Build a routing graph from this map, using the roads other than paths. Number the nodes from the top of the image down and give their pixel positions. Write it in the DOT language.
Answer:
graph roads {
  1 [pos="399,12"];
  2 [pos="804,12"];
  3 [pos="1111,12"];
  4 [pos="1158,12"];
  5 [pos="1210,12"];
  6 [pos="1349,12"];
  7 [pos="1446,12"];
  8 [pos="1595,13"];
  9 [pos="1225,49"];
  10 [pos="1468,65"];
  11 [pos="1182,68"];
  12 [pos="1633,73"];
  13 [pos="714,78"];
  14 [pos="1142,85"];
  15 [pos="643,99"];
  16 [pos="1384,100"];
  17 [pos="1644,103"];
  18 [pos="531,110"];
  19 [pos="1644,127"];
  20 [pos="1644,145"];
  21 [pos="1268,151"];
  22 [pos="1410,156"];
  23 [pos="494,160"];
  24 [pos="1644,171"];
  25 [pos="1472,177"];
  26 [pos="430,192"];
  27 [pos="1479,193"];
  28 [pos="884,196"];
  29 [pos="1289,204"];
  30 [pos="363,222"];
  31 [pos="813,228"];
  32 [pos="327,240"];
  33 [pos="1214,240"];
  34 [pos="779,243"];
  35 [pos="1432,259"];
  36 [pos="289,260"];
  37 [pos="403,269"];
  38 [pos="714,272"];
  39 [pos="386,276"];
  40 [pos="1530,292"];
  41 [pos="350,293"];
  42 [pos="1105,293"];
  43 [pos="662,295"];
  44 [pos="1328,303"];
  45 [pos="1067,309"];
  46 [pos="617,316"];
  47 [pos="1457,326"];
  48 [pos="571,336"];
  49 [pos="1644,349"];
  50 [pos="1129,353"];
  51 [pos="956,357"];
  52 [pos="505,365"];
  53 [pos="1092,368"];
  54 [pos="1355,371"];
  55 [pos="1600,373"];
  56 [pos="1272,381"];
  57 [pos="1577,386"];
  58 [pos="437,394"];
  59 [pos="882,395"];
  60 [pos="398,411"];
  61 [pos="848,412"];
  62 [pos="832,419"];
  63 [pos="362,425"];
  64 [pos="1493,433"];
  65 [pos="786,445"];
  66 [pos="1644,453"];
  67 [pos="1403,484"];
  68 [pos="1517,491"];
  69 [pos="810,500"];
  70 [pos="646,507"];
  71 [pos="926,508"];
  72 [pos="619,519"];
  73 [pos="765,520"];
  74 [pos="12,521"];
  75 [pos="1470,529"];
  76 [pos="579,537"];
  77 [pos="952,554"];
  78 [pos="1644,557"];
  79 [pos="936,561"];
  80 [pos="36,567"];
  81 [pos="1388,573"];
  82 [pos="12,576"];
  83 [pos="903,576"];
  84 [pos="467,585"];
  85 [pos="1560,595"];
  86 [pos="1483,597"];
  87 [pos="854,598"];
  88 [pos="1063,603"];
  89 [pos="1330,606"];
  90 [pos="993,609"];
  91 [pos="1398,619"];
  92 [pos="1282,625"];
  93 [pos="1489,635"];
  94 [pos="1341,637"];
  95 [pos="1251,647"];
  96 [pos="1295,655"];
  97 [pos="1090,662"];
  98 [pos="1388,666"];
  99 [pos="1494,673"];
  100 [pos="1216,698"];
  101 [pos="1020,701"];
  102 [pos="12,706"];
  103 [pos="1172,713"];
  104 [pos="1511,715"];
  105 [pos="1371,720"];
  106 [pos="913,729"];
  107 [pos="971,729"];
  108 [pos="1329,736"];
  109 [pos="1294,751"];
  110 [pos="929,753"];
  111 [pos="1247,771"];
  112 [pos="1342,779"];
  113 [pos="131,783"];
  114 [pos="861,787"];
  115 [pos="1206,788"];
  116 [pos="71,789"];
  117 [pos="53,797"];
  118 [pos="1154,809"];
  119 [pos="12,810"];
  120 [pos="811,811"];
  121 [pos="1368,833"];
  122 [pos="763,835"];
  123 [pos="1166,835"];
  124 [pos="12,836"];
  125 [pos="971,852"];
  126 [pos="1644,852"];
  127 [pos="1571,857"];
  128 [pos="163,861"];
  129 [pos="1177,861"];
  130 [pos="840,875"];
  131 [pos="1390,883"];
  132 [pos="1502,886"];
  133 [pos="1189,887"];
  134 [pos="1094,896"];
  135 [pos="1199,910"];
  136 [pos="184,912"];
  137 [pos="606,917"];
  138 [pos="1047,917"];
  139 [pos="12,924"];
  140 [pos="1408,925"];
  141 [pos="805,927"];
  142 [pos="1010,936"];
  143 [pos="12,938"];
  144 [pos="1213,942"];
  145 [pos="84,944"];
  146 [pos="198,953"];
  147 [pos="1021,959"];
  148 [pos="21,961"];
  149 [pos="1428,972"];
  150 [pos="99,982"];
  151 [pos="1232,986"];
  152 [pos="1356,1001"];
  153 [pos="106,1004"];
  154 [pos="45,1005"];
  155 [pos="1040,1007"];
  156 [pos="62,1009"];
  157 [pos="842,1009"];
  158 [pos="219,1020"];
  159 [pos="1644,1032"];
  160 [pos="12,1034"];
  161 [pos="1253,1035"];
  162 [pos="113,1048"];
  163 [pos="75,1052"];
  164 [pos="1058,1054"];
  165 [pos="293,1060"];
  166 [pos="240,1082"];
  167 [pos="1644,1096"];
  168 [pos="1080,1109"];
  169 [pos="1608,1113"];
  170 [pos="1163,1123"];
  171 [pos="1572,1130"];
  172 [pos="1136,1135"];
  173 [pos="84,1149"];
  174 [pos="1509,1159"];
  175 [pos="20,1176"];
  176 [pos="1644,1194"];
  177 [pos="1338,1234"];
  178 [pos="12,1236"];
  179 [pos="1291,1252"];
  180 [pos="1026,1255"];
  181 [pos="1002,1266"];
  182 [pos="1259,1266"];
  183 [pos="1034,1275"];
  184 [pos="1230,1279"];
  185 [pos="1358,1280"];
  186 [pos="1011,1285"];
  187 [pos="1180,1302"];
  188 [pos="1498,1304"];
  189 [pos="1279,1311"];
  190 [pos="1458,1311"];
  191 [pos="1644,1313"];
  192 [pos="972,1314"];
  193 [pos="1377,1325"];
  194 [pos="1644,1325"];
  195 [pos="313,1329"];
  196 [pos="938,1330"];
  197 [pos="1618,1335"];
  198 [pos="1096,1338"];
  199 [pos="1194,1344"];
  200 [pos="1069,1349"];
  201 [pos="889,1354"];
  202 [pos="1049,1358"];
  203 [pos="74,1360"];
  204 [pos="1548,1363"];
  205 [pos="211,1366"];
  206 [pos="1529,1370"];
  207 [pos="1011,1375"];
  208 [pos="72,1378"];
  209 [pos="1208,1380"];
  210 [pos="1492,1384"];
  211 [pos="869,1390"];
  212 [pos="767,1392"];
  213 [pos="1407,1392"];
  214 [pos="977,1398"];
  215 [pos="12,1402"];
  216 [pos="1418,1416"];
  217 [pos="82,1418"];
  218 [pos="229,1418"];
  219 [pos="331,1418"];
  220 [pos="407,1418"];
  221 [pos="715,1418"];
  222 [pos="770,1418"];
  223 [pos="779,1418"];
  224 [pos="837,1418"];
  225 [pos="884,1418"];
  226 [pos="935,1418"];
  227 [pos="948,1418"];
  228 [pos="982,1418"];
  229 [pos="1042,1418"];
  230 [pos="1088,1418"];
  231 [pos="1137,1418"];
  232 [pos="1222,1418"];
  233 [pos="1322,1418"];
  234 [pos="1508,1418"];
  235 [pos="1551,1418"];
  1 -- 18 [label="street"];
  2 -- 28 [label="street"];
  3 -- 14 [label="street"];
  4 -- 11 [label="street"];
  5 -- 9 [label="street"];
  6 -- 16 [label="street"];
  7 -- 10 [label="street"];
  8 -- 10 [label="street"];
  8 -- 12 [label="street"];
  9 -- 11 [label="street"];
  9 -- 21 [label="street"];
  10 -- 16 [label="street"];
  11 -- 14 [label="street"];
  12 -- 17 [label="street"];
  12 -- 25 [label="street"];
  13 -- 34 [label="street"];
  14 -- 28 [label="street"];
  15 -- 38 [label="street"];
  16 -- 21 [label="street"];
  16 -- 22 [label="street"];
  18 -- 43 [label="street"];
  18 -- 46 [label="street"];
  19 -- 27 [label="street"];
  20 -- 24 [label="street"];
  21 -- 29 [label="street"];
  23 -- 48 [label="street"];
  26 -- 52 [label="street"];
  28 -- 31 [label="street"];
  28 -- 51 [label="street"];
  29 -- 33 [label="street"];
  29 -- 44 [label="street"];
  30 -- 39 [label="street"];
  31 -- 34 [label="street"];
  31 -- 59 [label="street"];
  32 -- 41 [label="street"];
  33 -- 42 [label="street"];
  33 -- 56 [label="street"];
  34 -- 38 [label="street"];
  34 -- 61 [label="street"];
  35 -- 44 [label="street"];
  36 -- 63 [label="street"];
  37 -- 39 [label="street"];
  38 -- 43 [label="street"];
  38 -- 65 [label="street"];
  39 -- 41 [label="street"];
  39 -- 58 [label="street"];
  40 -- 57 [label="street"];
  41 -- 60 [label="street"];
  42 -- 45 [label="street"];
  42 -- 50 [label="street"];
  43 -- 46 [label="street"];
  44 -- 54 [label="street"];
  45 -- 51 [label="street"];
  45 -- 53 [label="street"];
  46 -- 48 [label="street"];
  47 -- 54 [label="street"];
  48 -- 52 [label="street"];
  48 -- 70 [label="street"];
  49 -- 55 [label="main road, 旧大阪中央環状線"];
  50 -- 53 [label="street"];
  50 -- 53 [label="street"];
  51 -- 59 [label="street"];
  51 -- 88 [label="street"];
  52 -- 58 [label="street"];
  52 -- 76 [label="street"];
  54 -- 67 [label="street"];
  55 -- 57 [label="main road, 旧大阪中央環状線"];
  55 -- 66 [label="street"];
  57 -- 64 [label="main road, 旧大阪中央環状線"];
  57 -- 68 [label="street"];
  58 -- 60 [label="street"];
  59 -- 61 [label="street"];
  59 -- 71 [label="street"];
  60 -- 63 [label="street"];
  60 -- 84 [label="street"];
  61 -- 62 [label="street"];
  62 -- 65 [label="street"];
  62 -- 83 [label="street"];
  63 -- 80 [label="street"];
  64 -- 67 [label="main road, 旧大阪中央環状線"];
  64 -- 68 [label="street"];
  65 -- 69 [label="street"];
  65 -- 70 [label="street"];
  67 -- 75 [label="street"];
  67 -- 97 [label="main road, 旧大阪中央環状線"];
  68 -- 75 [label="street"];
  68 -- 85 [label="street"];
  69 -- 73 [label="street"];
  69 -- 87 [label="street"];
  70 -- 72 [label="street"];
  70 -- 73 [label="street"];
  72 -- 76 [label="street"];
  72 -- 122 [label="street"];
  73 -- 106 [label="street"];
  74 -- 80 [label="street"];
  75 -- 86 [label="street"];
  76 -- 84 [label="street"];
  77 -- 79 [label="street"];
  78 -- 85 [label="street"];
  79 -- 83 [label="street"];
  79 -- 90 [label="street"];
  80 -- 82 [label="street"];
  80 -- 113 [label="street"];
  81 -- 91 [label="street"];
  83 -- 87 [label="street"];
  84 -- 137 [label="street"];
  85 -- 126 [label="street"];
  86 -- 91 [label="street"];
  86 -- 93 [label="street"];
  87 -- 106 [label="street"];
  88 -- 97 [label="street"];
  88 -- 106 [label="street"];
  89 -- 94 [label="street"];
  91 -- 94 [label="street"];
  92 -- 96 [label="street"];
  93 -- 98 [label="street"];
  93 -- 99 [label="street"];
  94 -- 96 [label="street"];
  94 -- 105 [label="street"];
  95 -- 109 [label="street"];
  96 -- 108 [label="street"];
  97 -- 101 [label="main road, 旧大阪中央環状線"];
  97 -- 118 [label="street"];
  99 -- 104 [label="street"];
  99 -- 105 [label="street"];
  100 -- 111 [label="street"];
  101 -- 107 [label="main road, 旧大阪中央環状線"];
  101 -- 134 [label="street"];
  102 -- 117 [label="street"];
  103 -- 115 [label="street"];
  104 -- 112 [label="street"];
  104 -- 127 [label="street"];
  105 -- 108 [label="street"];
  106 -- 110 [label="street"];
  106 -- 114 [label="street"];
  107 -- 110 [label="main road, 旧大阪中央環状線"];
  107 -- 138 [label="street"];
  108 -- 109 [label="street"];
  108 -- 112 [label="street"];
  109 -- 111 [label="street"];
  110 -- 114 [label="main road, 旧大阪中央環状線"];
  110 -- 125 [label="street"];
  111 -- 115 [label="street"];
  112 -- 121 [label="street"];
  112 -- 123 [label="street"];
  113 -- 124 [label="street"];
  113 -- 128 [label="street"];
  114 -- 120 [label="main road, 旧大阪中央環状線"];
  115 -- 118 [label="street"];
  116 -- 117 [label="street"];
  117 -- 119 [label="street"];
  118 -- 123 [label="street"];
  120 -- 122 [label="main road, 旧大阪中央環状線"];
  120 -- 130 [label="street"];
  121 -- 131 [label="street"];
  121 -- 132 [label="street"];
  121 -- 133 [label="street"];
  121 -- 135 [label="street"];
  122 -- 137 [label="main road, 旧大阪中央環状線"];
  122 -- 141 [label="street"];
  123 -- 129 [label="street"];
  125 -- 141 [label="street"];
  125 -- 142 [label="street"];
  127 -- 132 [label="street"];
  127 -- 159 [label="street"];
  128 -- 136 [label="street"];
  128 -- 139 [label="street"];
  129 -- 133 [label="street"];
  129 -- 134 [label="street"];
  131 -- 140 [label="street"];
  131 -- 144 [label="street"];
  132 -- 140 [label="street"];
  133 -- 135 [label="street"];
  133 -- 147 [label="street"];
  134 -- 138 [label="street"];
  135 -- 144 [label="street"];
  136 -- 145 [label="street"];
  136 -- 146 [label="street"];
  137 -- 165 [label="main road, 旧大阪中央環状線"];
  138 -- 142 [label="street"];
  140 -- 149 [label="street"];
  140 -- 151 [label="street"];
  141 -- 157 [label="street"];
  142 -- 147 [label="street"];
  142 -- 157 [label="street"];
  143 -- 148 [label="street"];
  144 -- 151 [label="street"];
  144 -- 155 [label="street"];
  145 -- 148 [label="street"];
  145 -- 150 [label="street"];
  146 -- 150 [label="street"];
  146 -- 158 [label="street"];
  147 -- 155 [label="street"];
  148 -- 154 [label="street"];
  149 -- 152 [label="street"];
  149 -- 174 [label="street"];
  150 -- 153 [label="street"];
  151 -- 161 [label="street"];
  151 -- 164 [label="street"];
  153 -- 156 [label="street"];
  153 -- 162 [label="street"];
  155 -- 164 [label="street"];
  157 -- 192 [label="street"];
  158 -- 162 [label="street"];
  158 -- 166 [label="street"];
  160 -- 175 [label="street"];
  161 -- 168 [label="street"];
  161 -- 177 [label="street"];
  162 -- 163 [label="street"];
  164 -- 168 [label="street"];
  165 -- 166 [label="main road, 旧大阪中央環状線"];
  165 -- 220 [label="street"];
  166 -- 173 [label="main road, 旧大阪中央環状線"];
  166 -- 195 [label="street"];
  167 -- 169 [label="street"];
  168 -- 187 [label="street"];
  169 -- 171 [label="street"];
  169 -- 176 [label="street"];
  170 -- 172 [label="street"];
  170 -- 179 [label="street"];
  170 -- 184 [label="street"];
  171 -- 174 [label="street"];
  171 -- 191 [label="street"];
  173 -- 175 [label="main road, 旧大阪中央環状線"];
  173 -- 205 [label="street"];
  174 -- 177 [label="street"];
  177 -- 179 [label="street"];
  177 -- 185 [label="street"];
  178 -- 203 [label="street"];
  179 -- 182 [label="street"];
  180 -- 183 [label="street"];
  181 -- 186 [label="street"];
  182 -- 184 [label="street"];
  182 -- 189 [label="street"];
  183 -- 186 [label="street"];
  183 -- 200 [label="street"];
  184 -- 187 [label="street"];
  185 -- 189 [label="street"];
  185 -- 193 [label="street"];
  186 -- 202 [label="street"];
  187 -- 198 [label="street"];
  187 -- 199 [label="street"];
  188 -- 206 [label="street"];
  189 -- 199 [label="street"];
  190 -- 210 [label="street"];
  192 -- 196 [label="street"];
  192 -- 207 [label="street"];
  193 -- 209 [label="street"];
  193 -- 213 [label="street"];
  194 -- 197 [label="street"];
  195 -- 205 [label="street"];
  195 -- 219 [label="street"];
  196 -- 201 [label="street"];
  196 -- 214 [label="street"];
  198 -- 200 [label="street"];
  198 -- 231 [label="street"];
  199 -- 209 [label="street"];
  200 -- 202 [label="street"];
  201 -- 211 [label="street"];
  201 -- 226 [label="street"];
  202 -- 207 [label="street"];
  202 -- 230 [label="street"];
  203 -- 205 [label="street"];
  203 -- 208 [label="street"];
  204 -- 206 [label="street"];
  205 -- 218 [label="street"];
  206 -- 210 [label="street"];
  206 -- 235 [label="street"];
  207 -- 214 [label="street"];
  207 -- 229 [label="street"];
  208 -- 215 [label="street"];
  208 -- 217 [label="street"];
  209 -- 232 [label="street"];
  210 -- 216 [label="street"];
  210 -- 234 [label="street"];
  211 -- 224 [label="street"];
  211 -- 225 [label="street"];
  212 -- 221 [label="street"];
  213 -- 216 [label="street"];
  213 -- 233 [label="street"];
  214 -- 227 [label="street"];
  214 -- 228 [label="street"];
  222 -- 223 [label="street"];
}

══════════

INSTRUCTIONS TO FOLLOW: Using the listing above, work out the number of lines that include "graph". The reply is that number alone.

RESPONSE FOR THIS EXERCISE: 2